Thursday, October 20, 2016


I don't know what year this photograph was taken, but it's in Ireland in the 1800s, either before or after my grandparents came over, and it has nothing to do with my family or clan as far as I know and yet when I saw it online and enlarged it, the man with the newsboy cap with his left hand to his chin...well, I felt like I'd seen that face in the mirror when I was younger, and I still make that gesture...

I remember once in a high school foot ball game when I got down on the line for the first play of a game, and the guy across from me from some other high school and I looked into each other's faces just inches apart and we both reacted because, again, it was like looking in a mirror. After that game I never saw the guy again and don't remember if I even got his name...

Life can be so unexpectedly revelatory in such mysterious head shaking ways....

Wednesday, October 19, 2016


His refusing to say he would concede if he lost the election should disqualify him, but so should so many other things he's said, and done. It may turn off those already turned off by him but it won't change his supporters.

She had more facts and reality based answers, and I know to her supporters, among which I classify myself, she won handily, but anyone still undecided is someone who hasn't gotten all the facts and/or doesn't believe them and wants to be convinced emotionally.

I wish she, and Democrats in general, slammed back at rightwing distortions with strong empathic clear and simple statements of passion repetitively as they do. Hilary started to do that a few times, like when she said he choked when he met with the Mexican president. But then she let him get away with soft pedaling that and getting emotionally emphatic about how he'd make great deals with Mexico and her deals did and will suck etc.
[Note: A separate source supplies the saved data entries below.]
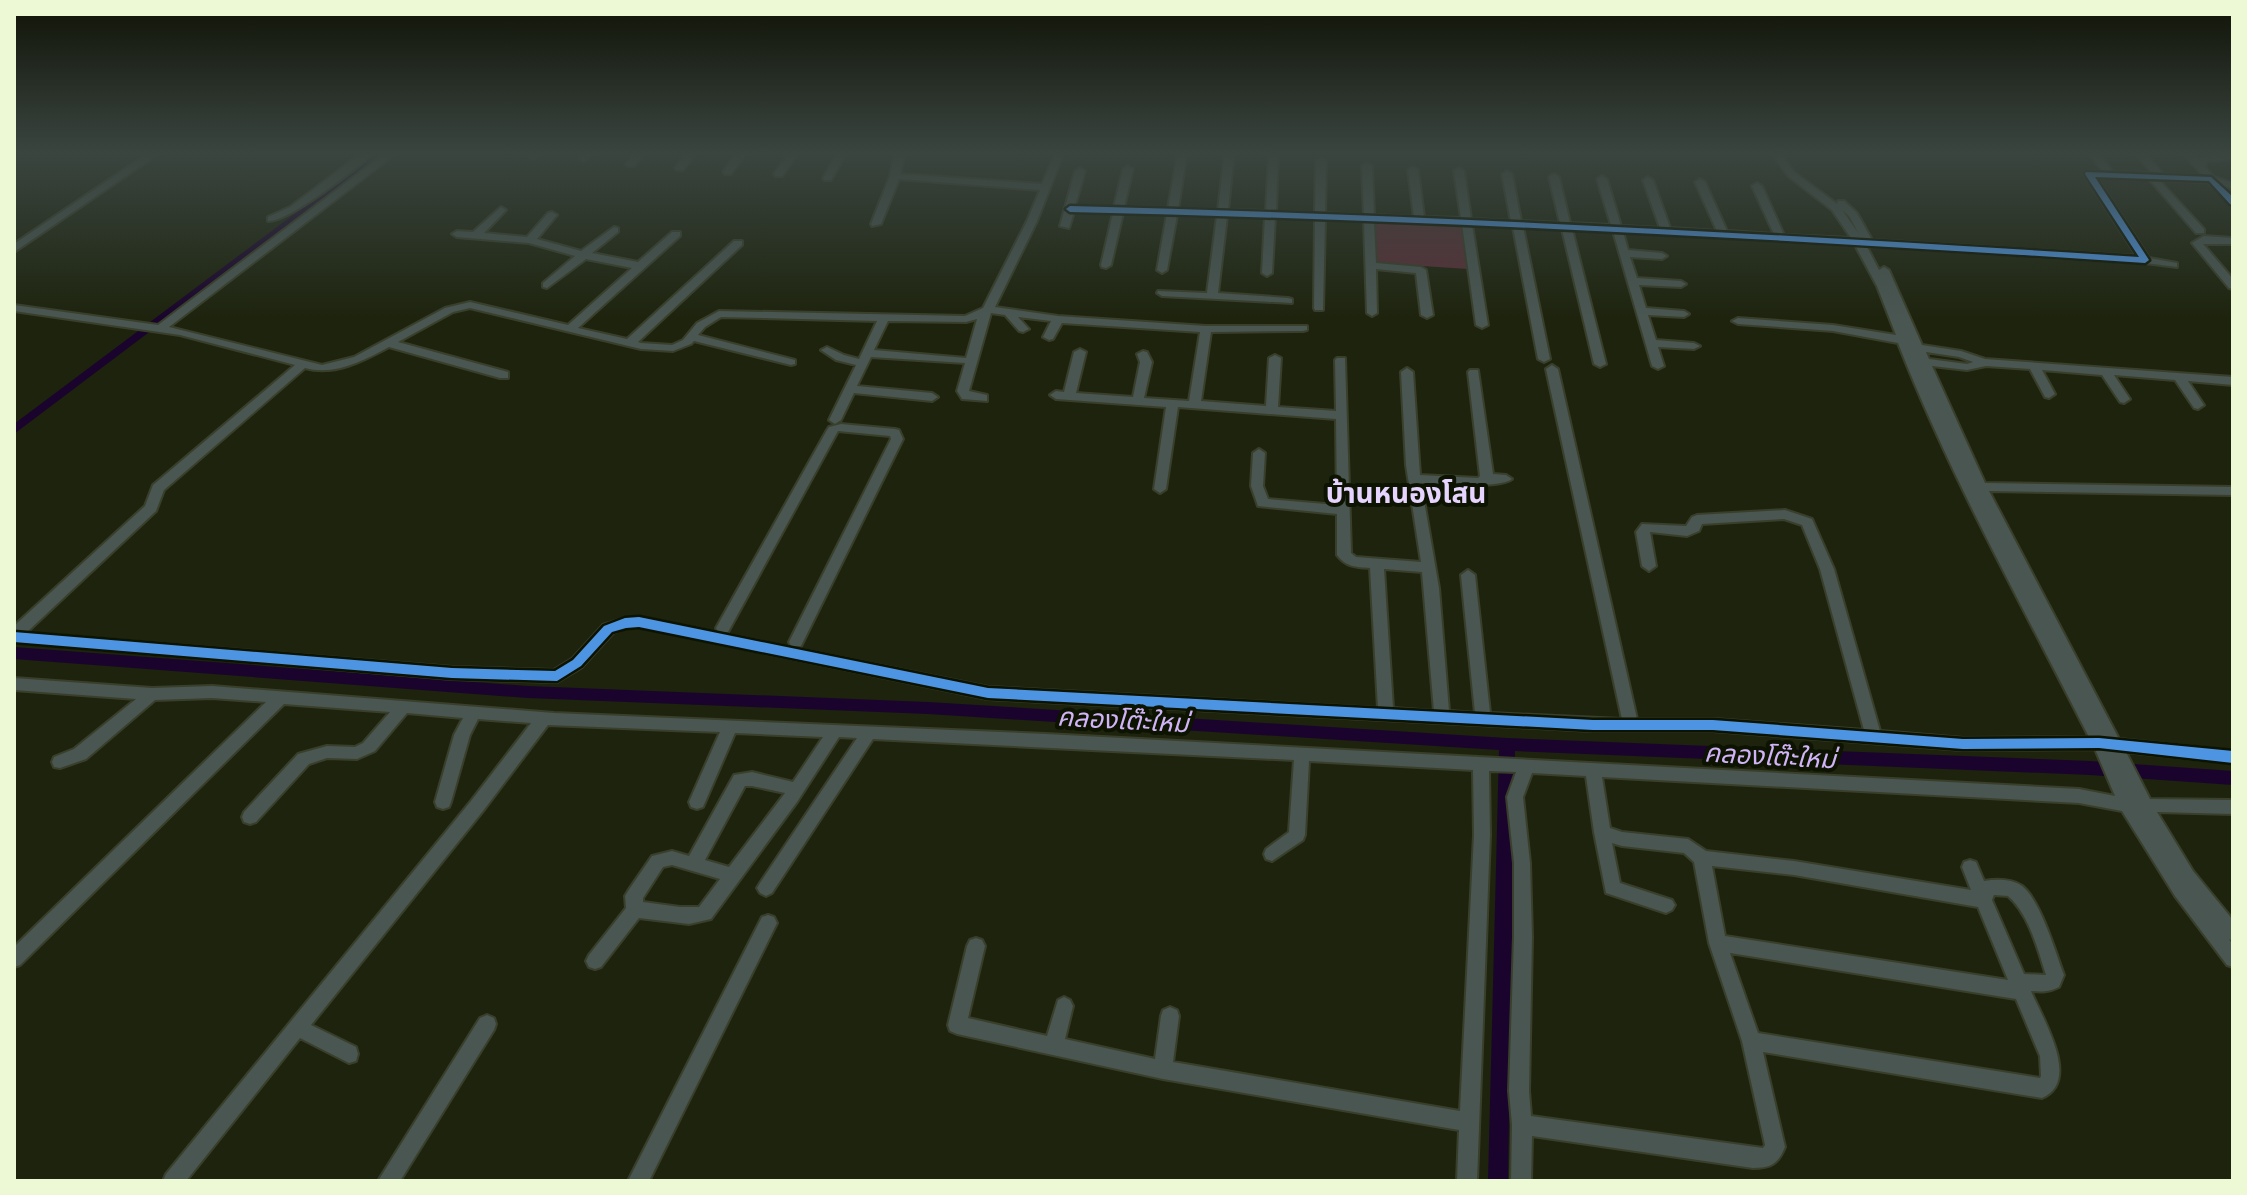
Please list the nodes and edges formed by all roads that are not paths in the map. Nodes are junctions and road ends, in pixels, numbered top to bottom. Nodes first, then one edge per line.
1 (74, 208) edge
2 (295, 208) edge
3 (318, 208) edge
4 (882, 208) edge
5 (1037, 208) edge
6 (1172, 208) edge
7 (1222, 208) edge
8 (1271, 208) edge
9 (1320, 208) edge
10 (1367, 208) edge
11 (1418, 208) edge
12 (1464, 208) edge
13 (1514, 208) edge
14 (1562, 208) edge
15 (1610, 208) edge
16 (1658, 208) edge
17 (1712, 208) edge
18 (1767, 208) edge
19 (1836, 208) edge
20 (1844, 208) edge
21 (2110, 208) edge
22 (2181, 208) edge
23 (1070, 209) joint
24 (501, 210) dead end
25 (1118, 210) junction
26 (1171, 212) junction
27 (1221, 214) junction
28 (552, 215) dead end
29 (1271, 216) junction
30 (1367, 216) junction
31 (1320, 217) junction
32 (1419, 218) junction
33 (272, 219) dead end
34 (1466, 221) junction
35 (876, 224) dead end
36 (1517, 224) junction
37 (1567, 225) junction
38 (1065, 226) dead end
39 (1616, 227) junction
40 (614, 230) dead end
41 (1666, 231) junction
42 (2200, 231) dead end
43 (457, 234) dead end
44 (676, 234) dead end
45 (476, 235) junction
46 (1724, 235) junction
47 (1781, 238) junction
48 (530, 240) junction
49 (2233, 241) edge
50 (1864, 242) junction
51 (738, 243) dead end
52 (14, 249) edge
53 (1624, 253) junction
54 (583, 255) junction
55 (1662, 256) dead end
56 (2145, 260) junction
57 (1106, 265) dead end
58 (2173, 265) dead end
59 (640, 266) junction
60 (1372, 266) junction
61 (1162, 270) dead end
62 (1267, 273) dead end
63 (1633, 281) junction
64 (1681, 284) dead end
65 (547, 285) dead end
66 (2233, 286) edge
67 (1162, 293) dead end
68 (1212, 296) junction
69 (1288, 301) dead end
70 (14, 308) edge
71 (1319, 308) dead end
72 (986, 311) junction
73 (1642, 311) junction
74 (1009, 313) junction
75 (1372, 313) dead end
76 (1684, 314) dead end
77 (1427, 315) dead end
78 (884, 318) junction
79 (1058, 319) junction
80 (1738, 321) dead end
81 (1482, 325) dead end
82 (572, 327) junction
83 (157, 328) junction
84 (1303, 328) dead end
85 (1023, 329) dead end
86 (1206, 329) junction
87 (691, 337) junction
88 (1049, 337) dead end
89 (1903, 340) junction
90 (630, 343) junction
91 (1651, 343) junction
92 (392, 344) junction
93 (1694, 346) dead end
94 (1918, 348) junction
95 (827, 350) dead end
96 (1080, 352) dead end
97 (1143, 354) dead end
98 (864, 358) junction
99 (1275, 358) dead end
100 (962, 360) dead end
101 (1341, 360) dead end
102 (791, 362) dead end
103 (1924, 362) junction
104 (1983, 362) junction
105 (1600, 364) dead end
106 (302, 365) junction
107 (1658, 366) dead end
108 (2035, 368) junction
109 (1407, 372) dead end
110 (1474, 372) dead end
111 (2106, 372) junction
112 (504, 375) dead end
113 (2179, 377) junction
114 (2233, 381) edge
115 (848, 389) junction
116 (2049, 394) dead end
117 (932, 397) dead end
118 (983, 398) dead end
119 (2124, 399) dead end
120 (1138, 400) junction
121 (1173, 403) junction
122 (1194, 405) junction
123 (2198, 405) dead end
124 (1272, 411) junction
125 (1340, 415) junction
126 (836, 426) junction
127 (1259, 453) dead end
128 (1487, 478) junction
129 (1416, 479) junction
130 (1506, 479) dead end
131 (1981, 487) junction
132 (1160, 489) dead end
133 (2233, 491) edge
134 (1342, 510) junction
135 (1377, 565) junction
136 (1649, 566) dead end
137 (1426, 567) junction
138 (1468, 575) dead end
139 (723, 628) dead end
140 (14, 636) edge
141 (796, 642) dead end
142 (14, 684) edge
143 (152, 694) junction
144 (280, 698) junction
145 (403, 708) junction
146 (473, 713) junction
147 (1386, 713) junction
148 (1442, 716) junction
149 (544, 718) junction
150 (1483, 718) junction
151 (1631, 725) junction
152 (730, 726) junction
153 (835, 731) junction
154 (869, 732) junction
155 (1874, 737) junction
156 (2109, 748) junction
157 (1302, 753) junction
158 (2233, 757) edge
159 (60, 762) dead end
160 (1484, 763) junction
161 (1520, 766) junction
162 (1593, 769) junction
163 (796, 789) junction
164 (2134, 800) junction
165 (443, 802) dead end
166 (697, 802) dead end
167 (2233, 807) edge
168 (250, 817) dead end
169 (1602, 832) junction
170 (1272, 854) dead end
171 (1702, 858) junction
172 (694, 863) junction
173 (1970, 867) dead end
174 (732, 875) junction
175 (766, 888) dead end
176 (1984, 900) junction
177 (1666, 905) dead end
178 (635, 910) junction
179 (768, 923) dead end
180 (2233, 933) edge
181 (1718, 943) junction
182 (976, 946) dead end
183 (14, 959) edge
184 (2233, 959) edge
185 (595, 961) dead end
186 (2020, 986) junction
187 (1064, 1006) dead end
188 (1170, 1016) dead end
189 (487, 1024) dead end
190 (299, 1028) junction
191 (1751, 1041) junction
192 (1054, 1047) junction
193 (349, 1054) dead end
194 (1163, 1070) junction
195 (1469, 1122) junction
196 (1522, 1125) junction
197 (173, 1181) edge
198 (388, 1181) edge
199 (638, 1181) edge
200 (1467, 1181) edge
201 (1521, 1181) edge

1 - 52 street
2 - 33 street
3 - 83 street
4 - 35 street
5 - 72 street
6 - 26 street
7 - 27 street
8 - 29 street
9 - 31 street
10 - 30 street
11 - 32 street
12 - 34 street
13 - 36 street
14 - 37 street
15 - 39 street
16 - 41 street
17 - 46 street
18 - 47 street
19 - 50 street
20 - 50 street
21 - 56 street
22 - 42 street
23 - 25 street
23 - 38 street
24 - 45 street
25 - 26 street
25 - 57 street
26 - 27 street
26 - 61 street
27 - 29 street
27 - 68 street
28 - 48 street
29 - 31 street
29 - 62 street
30 - 31 street
30 - 32 street
30 - 60 street
31 - 71 street
32 - 34 street
34 - 36 street
34 - 81 street
36 - 37 street
36 - 151 street
37 - 39 street
37 - 105 street
39 - 41 street
39 - 53 street
40 - 54 street
41 - 46 street
43 - 45 street
44 - 59 street
45 - 48 street
46 - 47 street
47 - 50 street
48 - 54 street
49 - 66 street
50 - 56 street
50 - 89 street
50 - 94 street
51 - 90 street
53 - 55 street
53 - 63 street
54 - 59 street
54 - 65 street
56 - 58 street
59 - 82 street
60 - 75 street
60 - 77 street
63 - 64 street
63 - 73 street
67 - 68 street
68 - 69 street
70 - 83 street
72 - 74 street
72 - 78 street
72 - 118 street
73 - 76 street
73 - 91 street
74 - 79 street
74 - 85 street
78 - 87 street
78 - 98 street
79 - 86 street
79 - 88 street
80 - 89 street
82 - 90 street
82 - 92 street
83 - 106 street
84 - 86 street
86 - 122 street
87 - 90 street
87 - 102 street
89 - 156 street
91 - 93 street
91 - 107 street
92 - 106 street
92 - 112 street
94 - 103 street
94 - 104 street
95 - 98 street
96 - 120 street
97 - 120 street
98 - 100 street
98 - 115 street
99 - 124 street
101 - 125 street
103 - 104 street
103 - 131 street
104 - 108 street
106 - 140 street
108 - 111 street
108 - 116 street
109 - 129 street
110 - 128 street
111 - 113 street
111 - 119 street
113 - 114 street
113 - 123 street
115 - 117 street
115 - 126 street
120 - 121 street
121 - 122 street
121 - 132 street
122 - 124 street
124 - 125 street
125 - 134 street
126 - 139 street
126 - 141 street
127 - 134 street
128 - 129 street
128 - 130 street
129 - 137 street
131 - 133 street
131 - 156 street
134 - 135 street
135 - 137 street
135 - 147 street
136 - 155 street
137 - 148 street
138 - 150 street
140 - 147 street
142 - 143 street
143 - 144 street
143 - 159 street
144 - 145 street
144 - 183 street
145 - 146 street
145 - 168 street
146 - 149 street
146 - 165 street
147 - 148 street
148 - 150 street
149 - 152 street
149 - 190 street
150 - 151 street
151 - 155 street
152 - 153 street
152 - 166 street
153 - 154 street
153 - 163 street
154 - 157 street
154 - 175 street
155 - 156 street
156 - 158 street
156 - 164 street
157 - 160 street
157 - 170 street
160 - 161 street
160 - 195 street
161 - 162 street
161 - 196 street
162 - 164 street
162 - 169 street
163 - 172 street
163 - 174 street
164 - 167 street
164 - 180 street
164 - 184 street
169 - 171 street
169 - 177 street
171 - 176 street
171 - 181 street
172 - 174 street
172 - 178 street
173 - 176 street
174 - 178 street
176 - 186 street
176 - 186 street
178 - 185 street
179 - 199 street
181 - 186 street
181 - 191 street
182 - 192 street
186 - 191 street
187 - 192 street
188 - 194 street
189 - 198 street
190 - 193 street
190 - 197 street
191 - 196 street
192 - 194 street
194 - 195 street
195 - 200 street
196 - 201 street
It's being declared a victory for her and will probably keep her well in the lead, but my guess is he might pick up a few points because she often sounded like she was reciting speech excerpts or policy points rather than expressing spontaneous passion. Hope I'm wrong.

Tuesday, October 18, 2016


Seems like it's Yul Brynner nostalgia year with the new version of THE MAGNIFICENT SEVEN film and now the HBO series WESTWORLD based on the Brynner film back in the day. But that's not the reason I decided to check out HBO's WESTWORLD. It was the incredibly impressive cast, led by Evan Rachel Wood, one of the most underrated actors out there. Always brilliant even if the material isn't, and she doesn't let me down in WESTWORLD. Her performance so far has made me watch it, despite the seemingly de rigueur sadistic violence endemic to too much of cable TV and films these days.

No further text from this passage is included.